TASK OBJECTIVE: Your answer should be every line below that includes the word "width".

Stored items:
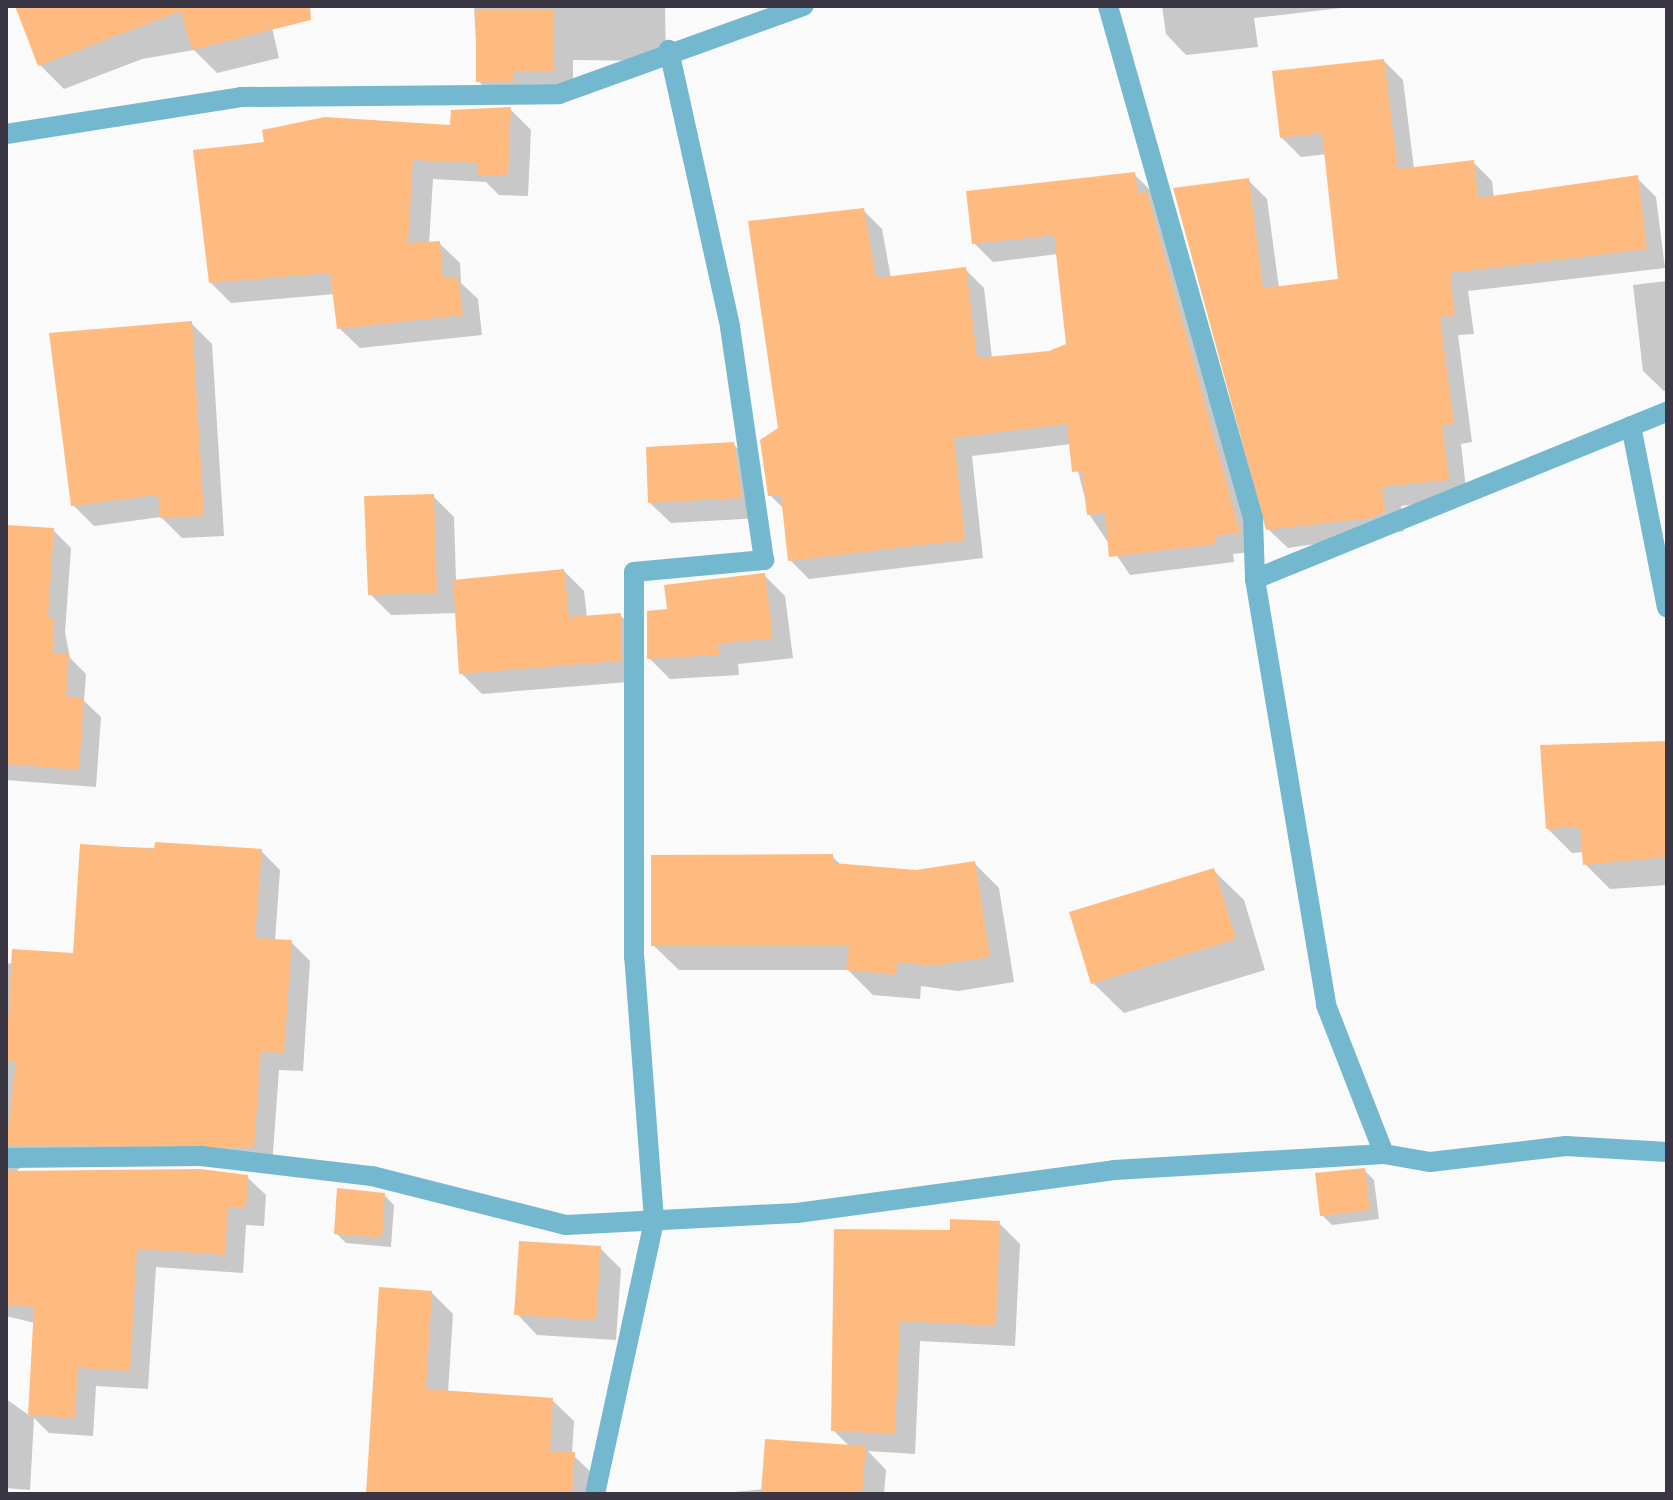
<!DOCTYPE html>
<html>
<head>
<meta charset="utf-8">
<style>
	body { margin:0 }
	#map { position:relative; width:1673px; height:1500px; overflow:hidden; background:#fafafa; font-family:"Space Grotesk",sans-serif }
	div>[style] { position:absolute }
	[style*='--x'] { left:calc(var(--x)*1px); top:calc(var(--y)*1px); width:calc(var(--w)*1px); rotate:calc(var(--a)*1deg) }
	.shadow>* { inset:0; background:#0003 }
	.building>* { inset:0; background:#ffbb7f }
	.street>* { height:20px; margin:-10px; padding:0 10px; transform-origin:10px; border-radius:10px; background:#73b8ce }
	span { translate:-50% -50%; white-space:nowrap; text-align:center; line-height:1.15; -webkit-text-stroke:6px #fff; paint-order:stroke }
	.frame { position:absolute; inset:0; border:8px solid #3a3643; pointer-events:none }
</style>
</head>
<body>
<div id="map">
	<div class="shadow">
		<div style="clip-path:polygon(17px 6px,267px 6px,279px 58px,217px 73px,194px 50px,142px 59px,64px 89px,40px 65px)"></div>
		<div style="clip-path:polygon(474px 6px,665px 6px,666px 61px,573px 60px,573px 89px,498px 101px,478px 81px)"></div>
		<div style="clip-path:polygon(1162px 6px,1358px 6px,1254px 18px,1258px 47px,1186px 55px,1166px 34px)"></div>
		<div style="clip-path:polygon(1384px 61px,1403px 80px,1414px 169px,1473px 162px,1492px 181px,1494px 198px,1637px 178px,1656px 197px,1665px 268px,1468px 291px,1474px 334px,1458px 335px,1472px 442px,1461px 444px,1467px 498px,1401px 506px,1404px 531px,1288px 548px,1268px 529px,1248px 180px,1267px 199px,1279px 288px,1341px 281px,1327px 154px,1301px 157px,1281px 137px)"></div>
		<div style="clip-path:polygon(511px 110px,531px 130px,528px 196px,499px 195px,486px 182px,433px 179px,429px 244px,439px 243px,460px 263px,461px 283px,478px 299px,482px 335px,360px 348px,339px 328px,335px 294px,231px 303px,210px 282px,452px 127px)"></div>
		<div style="clip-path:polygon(1134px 174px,1153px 193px,1258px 551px,1233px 554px,1234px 562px,1130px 575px,1089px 514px,1071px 444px,972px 456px,983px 558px,809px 579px,790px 560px,785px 510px,770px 495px,780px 429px,863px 210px,882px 229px,891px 278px,965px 269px,984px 288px,992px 358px,1050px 353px,1068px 345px,1058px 254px,993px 262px,974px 243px)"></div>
		<div style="clip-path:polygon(1667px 281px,1667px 391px,1664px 391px,1643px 371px,1633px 285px)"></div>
		<div style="clip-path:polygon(191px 323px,212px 344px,224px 536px,182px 538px,161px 517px,94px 526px,73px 505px)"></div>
		<div style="clip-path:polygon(733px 444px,754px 464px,761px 518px,671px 523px,650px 503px)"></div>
		<div style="clip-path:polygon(433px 496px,454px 517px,456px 581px,564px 571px,584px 591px,587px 618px,620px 615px,641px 635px,641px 681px,482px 694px,461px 673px,457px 613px,391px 615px,370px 594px)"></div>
		<div style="clip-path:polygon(6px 527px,53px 530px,71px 548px,65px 632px,70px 658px,86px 674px,84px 701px,101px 717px,96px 787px,6px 780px)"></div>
		<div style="clip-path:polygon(764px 575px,785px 596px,793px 658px,738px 664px,739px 675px,670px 679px,649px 658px,669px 611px)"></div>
		<div style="clip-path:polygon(1667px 742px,1667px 885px,1610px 889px,1585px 864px,1584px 852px,1572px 853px,1547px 828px)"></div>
		<div style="clip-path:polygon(82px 846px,261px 851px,280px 870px,275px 941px,291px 942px,310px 961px,303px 1071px,279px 1070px,272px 1166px,25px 1163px,15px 1173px,247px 1177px,266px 1195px,264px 1226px,246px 1225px,243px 1273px,156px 1267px,148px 1389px,96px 1386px,93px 1436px,49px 1433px,34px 1418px,30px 1490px,6px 1488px,6px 1399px,30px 1416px,35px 1323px,6px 1316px,6px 964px,75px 955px)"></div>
		<div style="clip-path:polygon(832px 856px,842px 866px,916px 872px,974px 863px,999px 888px,1014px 982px,958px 991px,921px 986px,920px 999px,873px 995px,848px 970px,679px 970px,653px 945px)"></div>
		<div style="clip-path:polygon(1213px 870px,1244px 900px,1265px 970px,1124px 1013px,1093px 983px)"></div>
		<div style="clip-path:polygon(1364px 1170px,1374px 1180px,1379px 1219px,1332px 1225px,1322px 1215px)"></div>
		<div style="clip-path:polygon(384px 1195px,394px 1205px,391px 1247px,346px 1243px,336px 1233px)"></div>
		<div style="clip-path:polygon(999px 1223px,1020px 1244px,1015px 1346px,920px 1341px,915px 1454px,868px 1451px,886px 1470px,884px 1494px,714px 1494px,764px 1489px,850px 1447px,833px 1430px,952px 1232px)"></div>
		<div style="clip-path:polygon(600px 1248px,621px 1269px,616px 1340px,537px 1335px,517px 1314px)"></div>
		<div style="clip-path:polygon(432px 1293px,453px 1314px,448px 1392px,552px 1400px,574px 1421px,572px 1454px,595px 1476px,594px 1494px,368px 1494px)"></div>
		<div style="clip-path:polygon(611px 1492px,646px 1492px,648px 1494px,610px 1494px)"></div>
	</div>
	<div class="building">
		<div style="clip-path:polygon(15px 6px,310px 6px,311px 20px,192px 50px,181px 11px,38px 66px)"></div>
		<div style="clip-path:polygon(476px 10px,554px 10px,554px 71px,513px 71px,513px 81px,476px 82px)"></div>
		<div style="clip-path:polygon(1384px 59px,1398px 169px,1474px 160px,1478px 198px,1638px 175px,1647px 249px,1450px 273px,1455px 315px,1440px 317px,1454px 424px,1442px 425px,1449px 480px,1382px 487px,1385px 512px,1371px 518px,1266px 530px,1173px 188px,1249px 178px,1263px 288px,1338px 279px,1322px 133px,1280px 138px,1272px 71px)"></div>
		<div style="clip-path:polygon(511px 107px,508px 176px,477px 176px,477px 163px,413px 160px,408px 243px,440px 241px,443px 278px,458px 277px,463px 315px,337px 329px,330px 273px,209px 283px,193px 150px,264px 142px,262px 130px,325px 117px,450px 125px,451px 110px)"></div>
		<div style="clip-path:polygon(1135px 172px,1138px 193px,1147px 192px,1240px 533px,1215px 536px,1216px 544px,1109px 557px,1105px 513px,1087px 515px,1082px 471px,1072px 472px,1067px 424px,954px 438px,965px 540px,788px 561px,781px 496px,768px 496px,760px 440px,778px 428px,748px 221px,864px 208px,876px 278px,966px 267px,977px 358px,1049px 351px,1066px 344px,1054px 235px,972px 244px,966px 191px)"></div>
		<div style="clip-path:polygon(192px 321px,204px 516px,160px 518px,158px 495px,71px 506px,49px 333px)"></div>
		<div style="clip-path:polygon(734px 442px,742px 498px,648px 503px,646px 447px)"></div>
		<div style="clip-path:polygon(434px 494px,437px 593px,368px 595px,364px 496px)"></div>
		<div style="clip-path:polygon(6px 525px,54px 528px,48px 617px,54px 617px,53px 653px,69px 654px,66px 696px,84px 698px,79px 770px,6px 764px)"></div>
		<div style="clip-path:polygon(564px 569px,569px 617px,621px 613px,621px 661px,459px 674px,453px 580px)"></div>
		<div style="clip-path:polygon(765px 573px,773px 638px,718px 644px,719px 655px,647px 659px,647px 611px,667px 609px,664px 585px)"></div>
		<div style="clip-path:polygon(1667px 741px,1667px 857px,1583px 865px,1580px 827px,1546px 829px,1540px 745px)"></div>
		<div style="clip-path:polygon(155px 842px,262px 849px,255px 938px,292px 940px,284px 1053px,261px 1052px,254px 1148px,6px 1145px,16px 1062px,6px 1061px,12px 949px,73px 953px,80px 844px,154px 849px)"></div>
		<div style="clip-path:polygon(833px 854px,833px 863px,916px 870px,975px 861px,990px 957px,932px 966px,897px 962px,896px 975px,846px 970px,849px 945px,651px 946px,651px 855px)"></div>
		<div style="clip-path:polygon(1214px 868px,1236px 939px,1091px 984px,1069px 912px)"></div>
		<div style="clip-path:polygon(1365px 1168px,1370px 1210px,1320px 1216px,1315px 1173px)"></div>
		<div style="clip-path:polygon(200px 1169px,248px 1175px,246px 1208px,228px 1207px,225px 1255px,137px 1249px,130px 1371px,78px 1368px,75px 1418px,28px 1415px,34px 1307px,6px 1305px,6px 1171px)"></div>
		<div style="clip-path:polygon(337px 1188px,385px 1193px,382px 1238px,334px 1234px)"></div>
		<div style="clip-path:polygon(950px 1219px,1000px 1221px,996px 1326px,900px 1321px,895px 1434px,831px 1431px,834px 1229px,950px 1230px)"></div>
		<div style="clip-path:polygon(519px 1241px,601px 1246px,596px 1320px,514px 1315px)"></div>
		<div style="clip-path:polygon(379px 1287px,432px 1291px,426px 1389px,553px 1398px,550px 1451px,575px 1452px,572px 1494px,366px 1494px)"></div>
		<div style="clip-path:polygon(765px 1439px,866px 1446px,862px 1494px,761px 1494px)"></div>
	</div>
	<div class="street">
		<div style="--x:1108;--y:6;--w:532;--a:74.19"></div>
		<div style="--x:1253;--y:518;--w:61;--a:88.1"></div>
		<div style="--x:1255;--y:579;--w:432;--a:80.5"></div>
		<div style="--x:1326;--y:1005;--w:160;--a:68.7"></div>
		<div style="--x:1384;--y:1154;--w:47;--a:9.9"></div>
		<div style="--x:1430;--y:1162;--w:137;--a:-6.7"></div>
		<div style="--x:1566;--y:1146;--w:101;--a:3.4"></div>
		<div style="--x:6;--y:134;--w:238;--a:-8.9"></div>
		<div style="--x:241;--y:97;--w:318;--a:-0.5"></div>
		<div style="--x:559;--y:94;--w:260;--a:-19.8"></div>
		<div style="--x:1631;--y:426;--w:185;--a:78.8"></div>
		<div style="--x:1255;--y:579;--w:445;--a:-22.1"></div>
		<div style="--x:6;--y:1158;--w:195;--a:-0.6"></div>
		<div style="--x:201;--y:1156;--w:172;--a:6.7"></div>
		<div style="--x:372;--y:1176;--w:200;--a:14.2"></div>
		<div style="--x:566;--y:1225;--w:231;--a:-3"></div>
		<div style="--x:797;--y:1213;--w:320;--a:-7.7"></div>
		<div style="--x:1114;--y:1170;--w:270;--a:-3.4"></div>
		<div style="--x:595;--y:1494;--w:280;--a:-77.8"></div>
		<div style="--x:654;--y:1220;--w:264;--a:-94.3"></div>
		<div style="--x:634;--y:957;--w:385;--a:-90"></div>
		<div style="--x:634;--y:572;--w:131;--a:-5.3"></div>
		<div style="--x:764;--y:560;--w:236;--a:-98.3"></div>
		<div style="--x:730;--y:326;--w:283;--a:-102.5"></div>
	</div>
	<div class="frame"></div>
</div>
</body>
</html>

ANSWER:
	#map { position:relative; width:1673px; height:1500px; overflow:hidden; background:#fafafa; font-family:"Space Grotesk",sans-serif }
	[style*='--x'] { left:calc(var(--x)*1px); top:calc(var(--y)*1px); width:calc(var(--w)*1px); rotate:calc(var(--a)*1deg) }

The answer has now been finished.